Popular pet anxiety product put to the test
Thundershirts and similar pet anxiety wrap products claim to calm anxious dogs and cats by providing them with steady pressure, similar to a baby being swaddled.
The products retail for just under $40, and are sold online and in retail stores like Bed, Bath and Beyond and many veterinary offices.
"I cannot guarantee they work because the research is not there to prove that they are effective," said Dr. Soraya Juarbe-Diaz a veterinarian who specializes in pet behavior treatment.
Juarbe-Diaz, who goes by Dr. JD, said the idea for an adjustable shirt for pets to wear came from a product that was used on autistic patients. Coats that sort of swaddled these autistic adults were shown to be very effective.
The idea to apply this technique to autistic people actually came from something that's been used on animals for decades.
"In large animal veterinary medicine, cattle goes into a shoot and we are able to turn the animal on its side and trim its hooves or examine it's underside, " said Dr. JD.
Pet owners like Mary Weinaug are optimistic that something like the thundershirt will help calm her dog Jude's fear of thunder and fireworks.
"He is so deathly afraid of fireworks one year he even ran away," said Weinaug.
She tried a Thundershirt on her 4-year-old Dalmatian and watched to see his reaction as her husband lit off a firework outside.
Instantly Jude ran and hid under Mary's feet and cowered for attention, the same reaction he would normally have to unpleasant noises.

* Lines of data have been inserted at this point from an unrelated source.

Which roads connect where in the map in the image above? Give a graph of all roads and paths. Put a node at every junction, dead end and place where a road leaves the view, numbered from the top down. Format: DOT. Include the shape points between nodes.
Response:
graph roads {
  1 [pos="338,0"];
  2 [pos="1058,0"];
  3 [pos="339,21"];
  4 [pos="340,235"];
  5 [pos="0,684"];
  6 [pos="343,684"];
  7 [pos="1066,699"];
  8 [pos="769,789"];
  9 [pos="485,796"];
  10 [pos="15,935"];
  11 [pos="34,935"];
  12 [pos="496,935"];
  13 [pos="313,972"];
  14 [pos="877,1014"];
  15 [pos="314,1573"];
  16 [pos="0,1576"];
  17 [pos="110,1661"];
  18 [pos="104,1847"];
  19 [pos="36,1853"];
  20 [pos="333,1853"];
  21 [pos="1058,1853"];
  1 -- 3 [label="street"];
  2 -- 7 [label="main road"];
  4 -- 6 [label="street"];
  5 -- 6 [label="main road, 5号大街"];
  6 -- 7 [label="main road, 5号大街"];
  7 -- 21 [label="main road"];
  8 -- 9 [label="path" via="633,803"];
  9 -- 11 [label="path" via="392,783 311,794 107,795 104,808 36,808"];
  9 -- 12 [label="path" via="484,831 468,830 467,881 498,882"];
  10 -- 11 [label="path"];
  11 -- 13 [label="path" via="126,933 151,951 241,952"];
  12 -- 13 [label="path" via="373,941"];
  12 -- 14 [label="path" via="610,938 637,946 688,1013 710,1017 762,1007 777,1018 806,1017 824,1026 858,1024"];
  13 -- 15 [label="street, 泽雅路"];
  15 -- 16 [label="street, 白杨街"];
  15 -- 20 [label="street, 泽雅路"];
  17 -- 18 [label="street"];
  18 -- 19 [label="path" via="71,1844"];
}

Lindsay and Joe Guzman had a little better luck when testing the product on their American bulldog-mix, Harley.
"She's been the best dog, but she has anxiety to noises like the door slamming, turning the fan off, people walking by," said Lindsay.
When they put the shirt on Harley, she instantly calmed down despite a news crew and lots of commotion being present in the house.
The Guzmans said they put Harley in the shirt during a birthday party celebration they had at their home and they felt it helped out immensely.
A reporter at Channel 4's sister station in Orlando also tested the product on her pet. Lisa Bell's cat Kiwi is anxious around strangers and small children. Kiwi was hissing as the news photographer tried to get video of her. But when Bell put her in the Thundershirt, she appeared to calm down.
Dr. JD said not all pets would benefit from this type of product, but it is safe to try.
"The pro is, it's not going to have a side effect. And both of these products have a money back guarantee so I tell owners if you want to try it, I think it is OK for you to try it," she said.